→ WHAT THIS TASK INVOLVES: Look through the records below for the line holding "ring dip: (183, 214)". Write it out exactly, with each following line through the line holding "thumb tip: (147, 296)".

→ Images with keypoint coordinates:
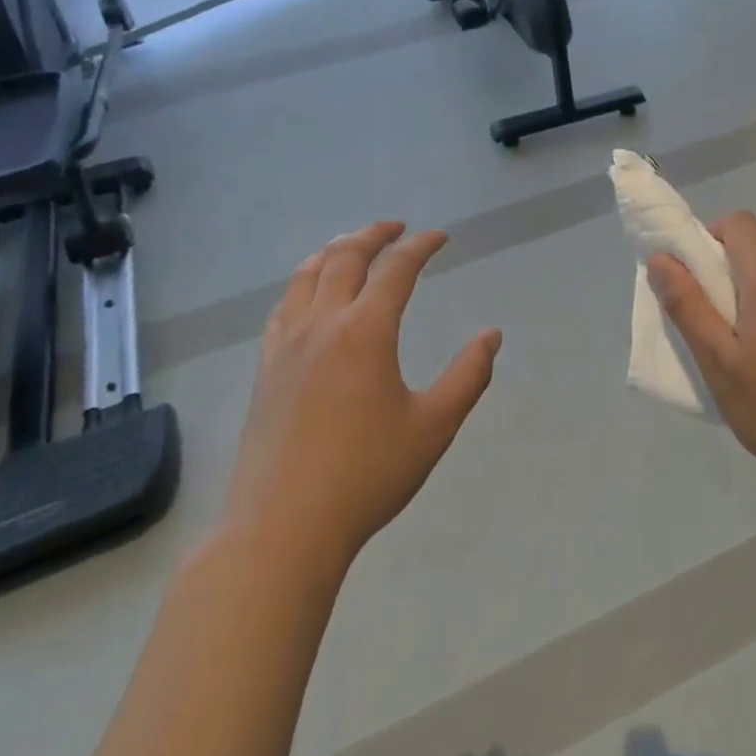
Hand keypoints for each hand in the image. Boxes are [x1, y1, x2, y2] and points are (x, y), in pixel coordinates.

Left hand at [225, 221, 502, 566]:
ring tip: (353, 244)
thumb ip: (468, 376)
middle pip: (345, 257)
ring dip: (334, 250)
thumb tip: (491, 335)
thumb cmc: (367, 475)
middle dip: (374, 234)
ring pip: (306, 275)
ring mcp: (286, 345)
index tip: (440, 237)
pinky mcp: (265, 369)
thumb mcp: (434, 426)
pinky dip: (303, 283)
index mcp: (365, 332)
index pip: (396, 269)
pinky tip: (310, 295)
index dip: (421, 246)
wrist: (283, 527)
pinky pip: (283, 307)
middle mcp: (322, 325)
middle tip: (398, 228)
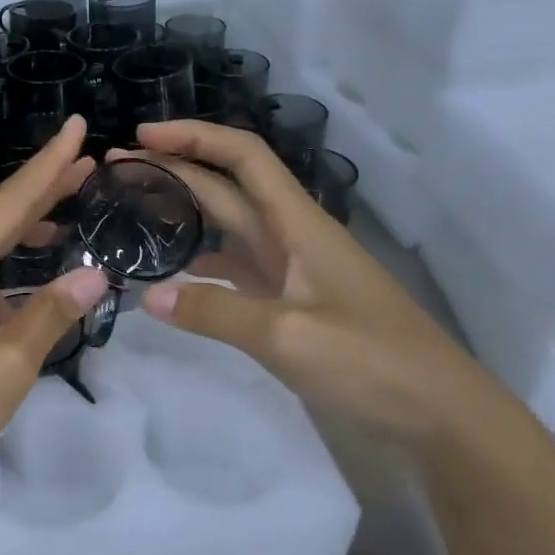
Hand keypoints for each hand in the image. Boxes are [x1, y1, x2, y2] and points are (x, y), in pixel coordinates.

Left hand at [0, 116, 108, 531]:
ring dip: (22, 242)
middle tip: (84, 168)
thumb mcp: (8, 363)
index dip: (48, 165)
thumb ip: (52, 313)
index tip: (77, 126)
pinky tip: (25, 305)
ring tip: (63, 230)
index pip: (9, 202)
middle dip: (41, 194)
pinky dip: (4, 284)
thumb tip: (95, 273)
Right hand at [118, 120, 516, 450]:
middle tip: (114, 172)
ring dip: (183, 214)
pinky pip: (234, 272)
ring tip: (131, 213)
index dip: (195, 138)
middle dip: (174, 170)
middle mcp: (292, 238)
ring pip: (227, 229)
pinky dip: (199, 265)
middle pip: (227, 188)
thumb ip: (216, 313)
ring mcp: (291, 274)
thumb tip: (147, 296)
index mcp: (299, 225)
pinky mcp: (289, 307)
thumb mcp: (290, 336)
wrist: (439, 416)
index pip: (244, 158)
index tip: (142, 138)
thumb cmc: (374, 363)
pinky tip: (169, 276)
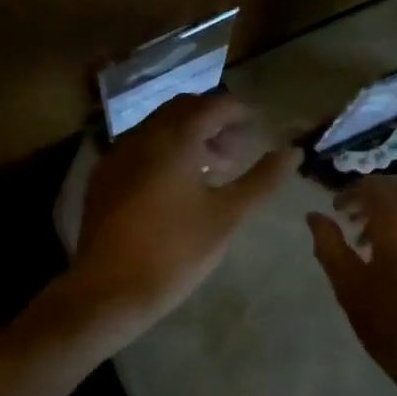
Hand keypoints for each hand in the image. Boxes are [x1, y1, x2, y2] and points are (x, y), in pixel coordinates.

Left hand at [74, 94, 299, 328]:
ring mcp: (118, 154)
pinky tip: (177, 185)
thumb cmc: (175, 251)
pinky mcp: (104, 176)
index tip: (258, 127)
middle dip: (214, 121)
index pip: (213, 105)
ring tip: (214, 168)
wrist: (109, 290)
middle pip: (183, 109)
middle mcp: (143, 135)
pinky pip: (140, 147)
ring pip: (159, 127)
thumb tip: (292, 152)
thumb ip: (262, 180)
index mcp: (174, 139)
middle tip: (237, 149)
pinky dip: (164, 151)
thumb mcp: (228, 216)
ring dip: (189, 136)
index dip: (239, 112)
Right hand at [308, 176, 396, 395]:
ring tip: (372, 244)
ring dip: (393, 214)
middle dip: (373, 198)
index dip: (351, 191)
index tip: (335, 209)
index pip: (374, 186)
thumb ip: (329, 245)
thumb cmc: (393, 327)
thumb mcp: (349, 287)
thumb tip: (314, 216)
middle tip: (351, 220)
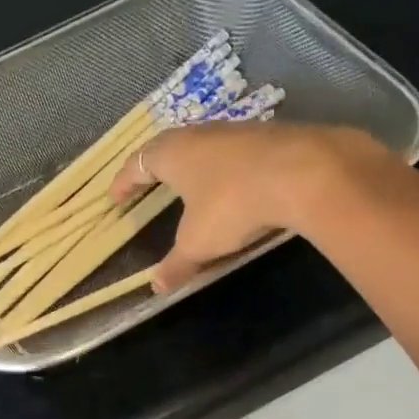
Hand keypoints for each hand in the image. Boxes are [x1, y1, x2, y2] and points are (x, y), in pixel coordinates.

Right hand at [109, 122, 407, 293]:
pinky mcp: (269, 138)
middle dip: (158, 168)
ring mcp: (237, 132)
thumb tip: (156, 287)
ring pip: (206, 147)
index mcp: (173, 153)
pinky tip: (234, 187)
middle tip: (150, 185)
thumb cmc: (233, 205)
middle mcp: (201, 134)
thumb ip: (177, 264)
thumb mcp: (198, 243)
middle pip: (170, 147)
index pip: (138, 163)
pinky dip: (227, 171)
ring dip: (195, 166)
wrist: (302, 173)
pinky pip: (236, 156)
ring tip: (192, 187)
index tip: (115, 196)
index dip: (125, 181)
--
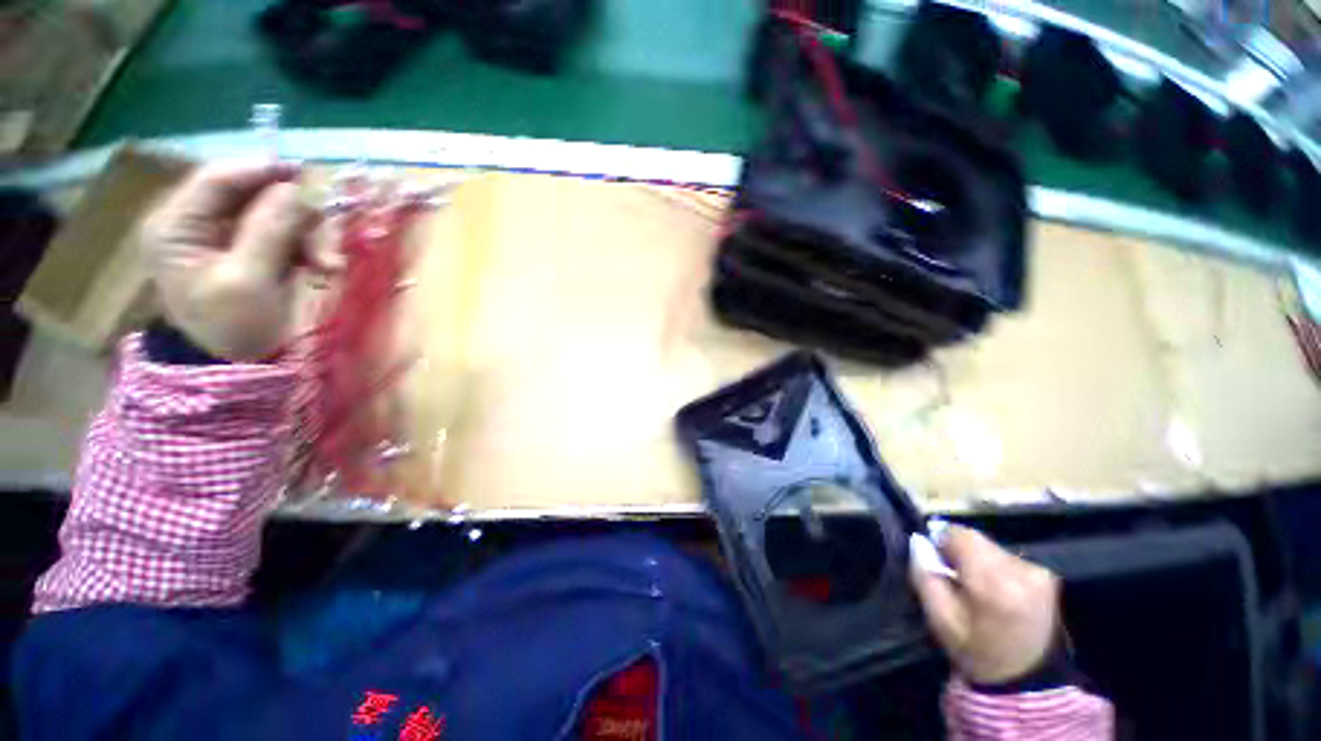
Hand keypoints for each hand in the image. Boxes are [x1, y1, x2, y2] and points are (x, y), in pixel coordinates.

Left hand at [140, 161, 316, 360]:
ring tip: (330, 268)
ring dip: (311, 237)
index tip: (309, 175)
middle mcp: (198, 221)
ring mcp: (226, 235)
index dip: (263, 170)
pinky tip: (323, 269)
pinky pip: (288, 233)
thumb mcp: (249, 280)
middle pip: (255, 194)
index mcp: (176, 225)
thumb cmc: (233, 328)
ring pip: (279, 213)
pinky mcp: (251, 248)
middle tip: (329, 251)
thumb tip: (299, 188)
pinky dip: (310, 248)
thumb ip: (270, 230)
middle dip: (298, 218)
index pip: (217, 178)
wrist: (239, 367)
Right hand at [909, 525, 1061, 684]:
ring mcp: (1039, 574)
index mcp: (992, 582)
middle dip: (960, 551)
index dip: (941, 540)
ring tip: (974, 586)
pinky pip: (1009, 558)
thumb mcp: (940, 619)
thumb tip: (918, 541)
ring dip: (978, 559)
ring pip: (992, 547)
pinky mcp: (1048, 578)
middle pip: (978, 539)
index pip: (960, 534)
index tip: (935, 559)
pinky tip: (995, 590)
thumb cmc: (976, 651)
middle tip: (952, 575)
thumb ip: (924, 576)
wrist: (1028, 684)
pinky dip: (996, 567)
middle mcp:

→ RESPONSE FOR THIS EXERCISE:
ring dip: (183, 214)
pinky pip: (234, 272)
ring tip: (131, 213)
index dip: (195, 138)
middle dip: (174, 170)
middle mcp: (292, 238)
ring pip: (227, 229)
pinky dip: (199, 265)
middle pip: (227, 188)
thumb ip: (216, 313)
ring mcp: (291, 274)
thumb tip: (147, 296)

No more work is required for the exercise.